(Beginning of Data in this exercise)
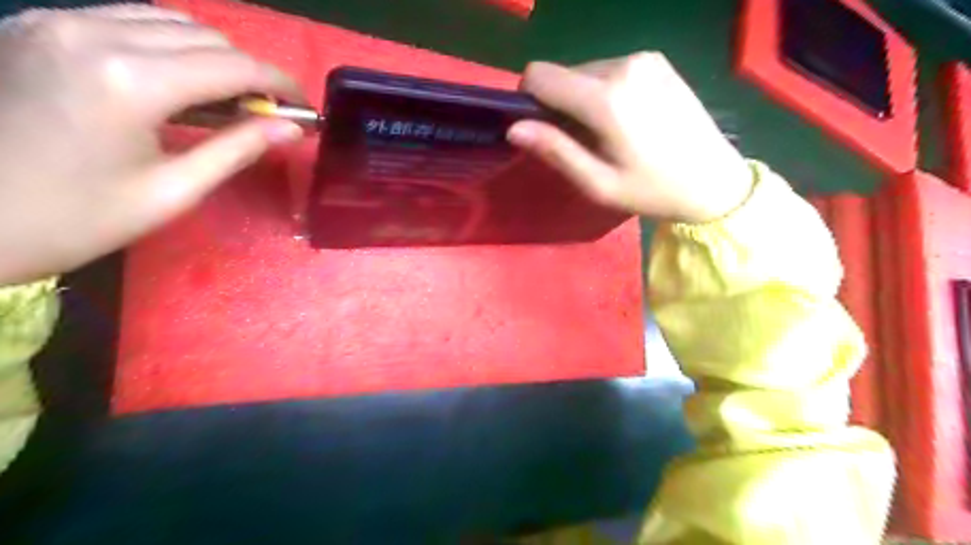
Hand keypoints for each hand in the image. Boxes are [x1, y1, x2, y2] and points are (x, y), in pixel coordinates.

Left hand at [0, 5, 306, 284]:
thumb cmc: (77, 219)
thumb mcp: (174, 191)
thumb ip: (238, 149)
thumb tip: (292, 128)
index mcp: (132, 80)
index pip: (234, 66)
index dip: (280, 83)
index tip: (303, 107)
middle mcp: (94, 32)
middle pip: (206, 37)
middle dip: (249, 72)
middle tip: (268, 113)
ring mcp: (58, 21)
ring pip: (169, 20)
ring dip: (213, 57)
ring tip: (228, 99)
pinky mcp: (37, 25)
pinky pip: (127, 19)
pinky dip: (169, 45)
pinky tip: (178, 82)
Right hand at [510, 51, 753, 223]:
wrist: (715, 181)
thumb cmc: (652, 190)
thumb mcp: (598, 183)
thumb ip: (556, 151)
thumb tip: (514, 128)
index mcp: (605, 97)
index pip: (539, 75)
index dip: (529, 99)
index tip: (541, 128)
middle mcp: (622, 65)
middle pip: (563, 74)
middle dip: (560, 104)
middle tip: (583, 142)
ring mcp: (643, 58)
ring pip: (586, 71)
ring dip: (584, 99)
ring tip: (608, 133)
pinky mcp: (657, 61)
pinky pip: (611, 69)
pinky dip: (606, 91)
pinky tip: (628, 118)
(End of Data in this exercise)
Wherever the string "pinky" occurs in the entries, copy that whole line.

• **Output of the exercise**:
pinky mcp: (37, 25)
pinky pip: (127, 19)
pinky dip: (169, 45)
pinky tip: (178, 82)
pinky mcp: (657, 61)
pinky pip: (611, 69)
pinky dip: (606, 91)
pinky tip: (628, 118)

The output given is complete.